- Childcare service operators prosecuted after children suffer burns from hot liquids
- Operators warned to be aware of the risk and ensure staff are adequately trained
- Department of Communities carries out spot checks to make sure operators are compliant
Childcare operators are being reminded of the dangers of hot liquids around children after a string of recent incidents where children suffered serious burns.
June is National Burns Awareness Month, and as the weather grows cooler, it is a timely reminder for operators to ensure they are on alert for hazards.
Over the past year, the Department of Communities has prosecuted three childcare services over the following:
- An 11-month-old boy suffered burns after a bucket filled with boiling hot water was left on the floor of a childcare service. He leaned on it to stand up and lost his balance, resulting in his right arm going into the hot water, from his wrist to his shoulder.
- A 16-month-old boy sustained significant injuries when hot tea spilt on him. The tea was in a travel mug that had been placed by an educator on a surface within the child's reach.
- A five-year-old girl sustained second degree burns to her chest, her right forearm and minor burns to her face when she was splashed with hot water during a playdough-making activity.
All three children required hospital treatment. One required skin grafting, and another continues to require ongoing occupational therapy and treatment.
The childcare service operators that were prosecuted were each fined over $25,000 by the State Administrative Tribunal after Department of Communities investigations into the incidents.
As regulator, the Department of Communities carries out spot checks to make sure operators are compliant.
Communities also supports the sector through the provision of information to assist operators in delivering safe environments for children in their care.
The Department of Communities is also able to suspend services from operating if it finds that children have been put at serious risk.
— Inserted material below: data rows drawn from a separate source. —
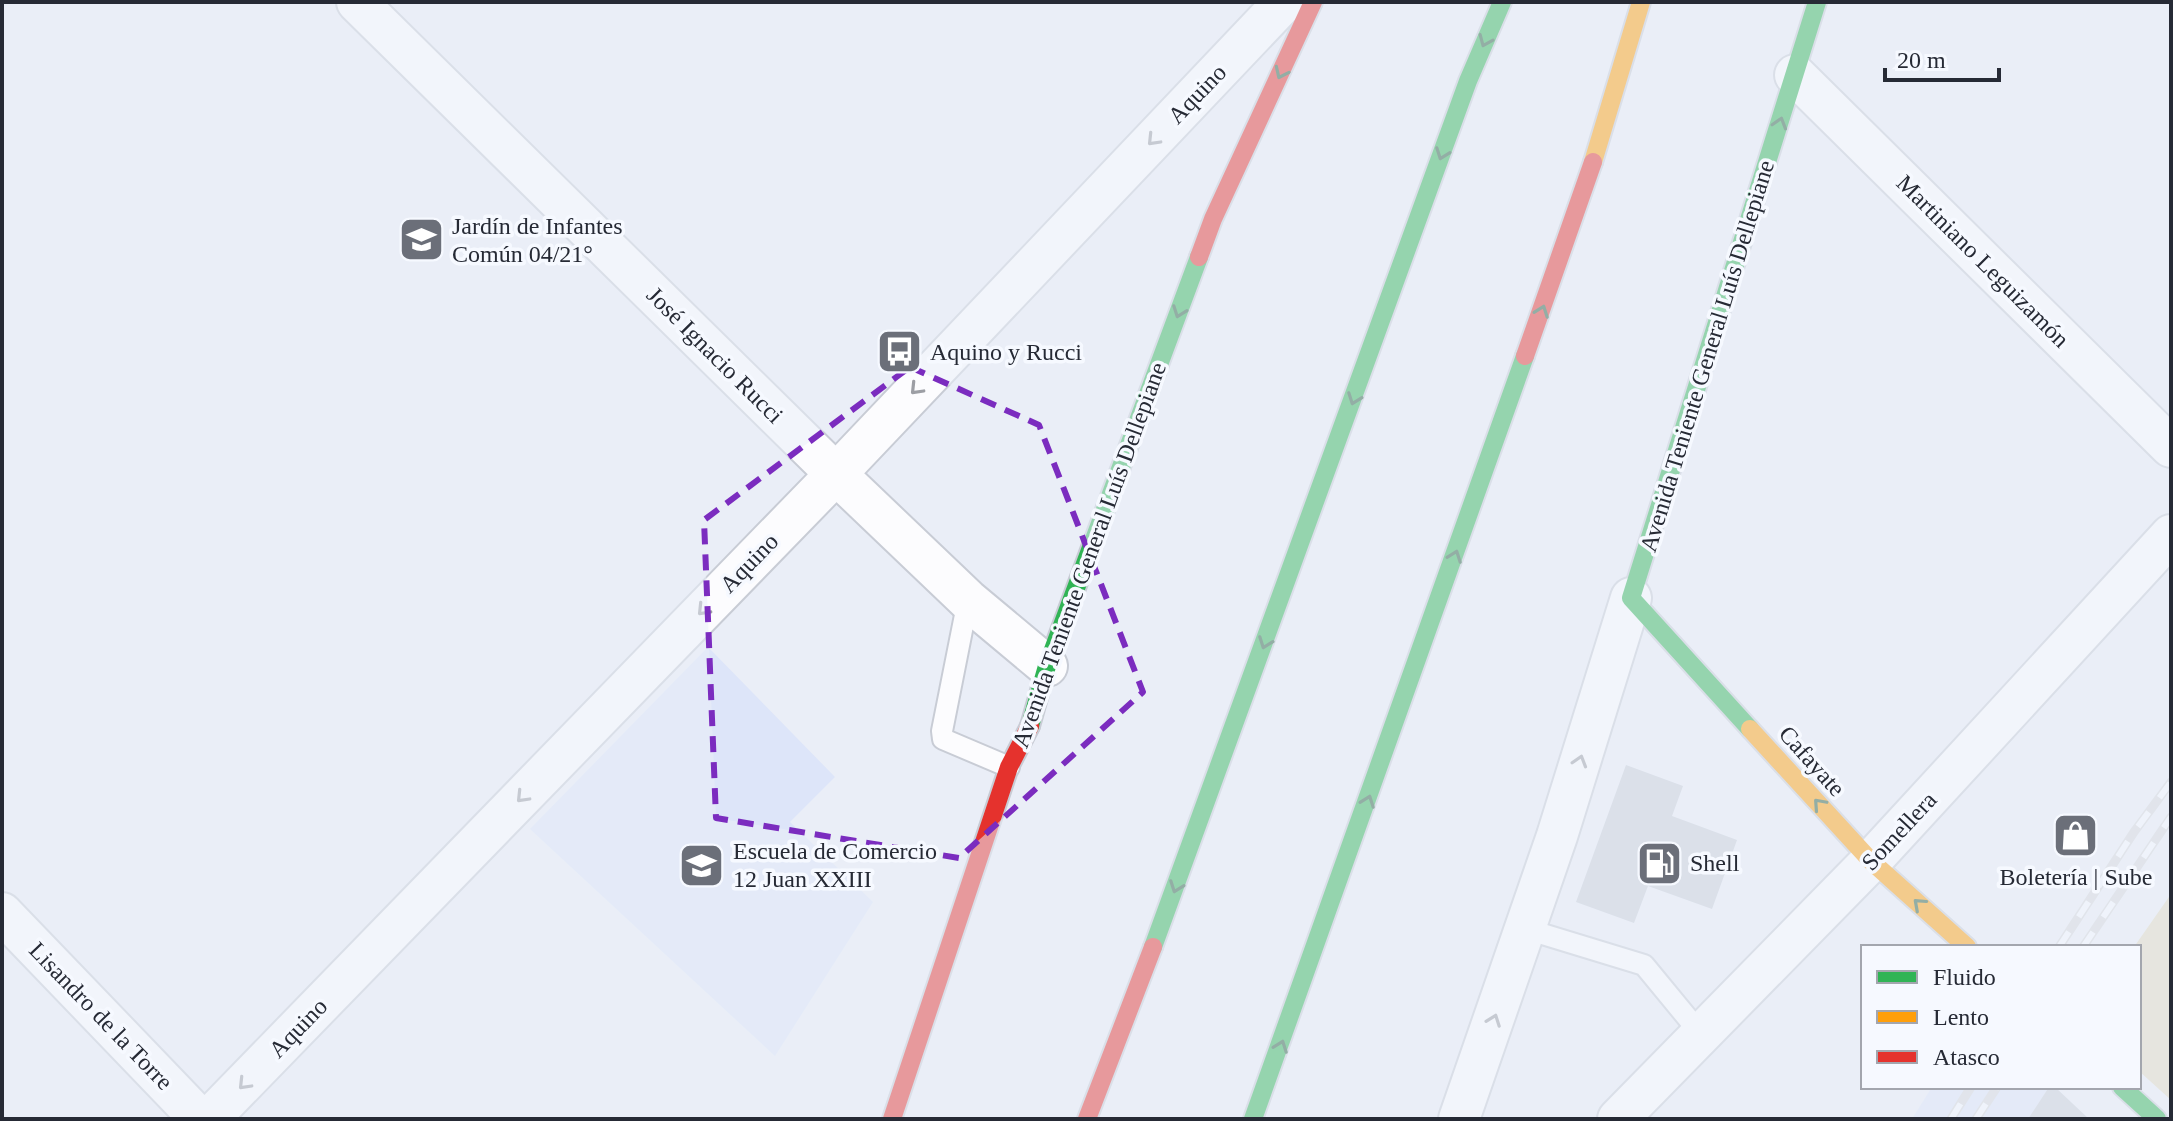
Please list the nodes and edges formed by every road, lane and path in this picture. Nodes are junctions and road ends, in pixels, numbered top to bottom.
1 (357, 2) edge
2 (1284, 2) edge
3 (1313, 2) edge
4 (1502, 2) edge
5 (1641, 2) edge
6 (1817, 2) edge
7 (1795, 75) junction
8 (2171, 447) edge
9 (836, 474) junction
10 (2171, 535) edge
11 (1631, 598) junction
12 (968, 600) junction
13 (1047, 666) junction
14 (1009, 767) junction
15 (1871, 861) junction
16 (2, 913) edge
17 (1526, 929) junction
18 (1965, 945) edge
19 (1700, 1033) junction
20 (2124, 1089) edge
21 (1465, 1110) edge
22 (200, 1119) edge
23 (209, 1119) edge
24 (892, 1119) edge
25 (1087, 1119) edge
26 (1253, 1119) edge
27 (1618, 1119) edge
28 (2157, 1119) edge

1 - 9 street, José Ignacio Rucci
2 -> 9 street, Aquino
3 -> 13 main road, Avenida Teniente General Luís Dellepiane
4 -> 25 main road
26 -> 5 main road
6 - 7 main road, Avenida Teniente General Luís Dellepiane
7 - 8 street, Martiniano Leguizamón
11 -> 7 main road, Avenida Teniente General Luís Dellepiane
9 - 12 street, José Ignacio Rucci
9 -> 23 street, Aquino
10 - 15 street, Somellera
15 -> 11 main road, Cafayate
17 -> 11 street, Avenida Teniente General Luís Dellepiane
12 - 13 street, José Ignacio Rucci
12 - 14 lane
13 - 14 main road, Avenida Teniente General Luís Dellepiane
14 - 24 main road, Avenida Teniente General Luís Dellepiane
18 -> 15 main road, Cafayate
15 - 19 street, Somellera
16 - 22 street, Lisandro de la Torre
17 - 19 lane
21 -> 17 street, Avenida Teniente General Luís Dellepiane
19 - 27 street, Somellera
20 - 28 main road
Comments attributed to Community Services Minister Simone McGurk:
"Burn injuries can have life-long physical and psychological consequences for children. They are incredibly distressing for the children involved, their families and staff.
"The dangers of using hot water near children are well known, and hot water should not be used in an activity at an education and care service in any circumstances.
"Childcare services are ultimately responsible for the actions of their educators and staff under the national law, and they need to ensure their staff are trained in the appropriate practices.
"The State Government acknowledges and is grateful for the hard work of early childhood educators and centres who do the right thing when it comes to keeping children safe.
"The State Government regularly investigates and prosecutes operators who do the wrong thing. Operators who flout the rules face hefty fines, and even suspension."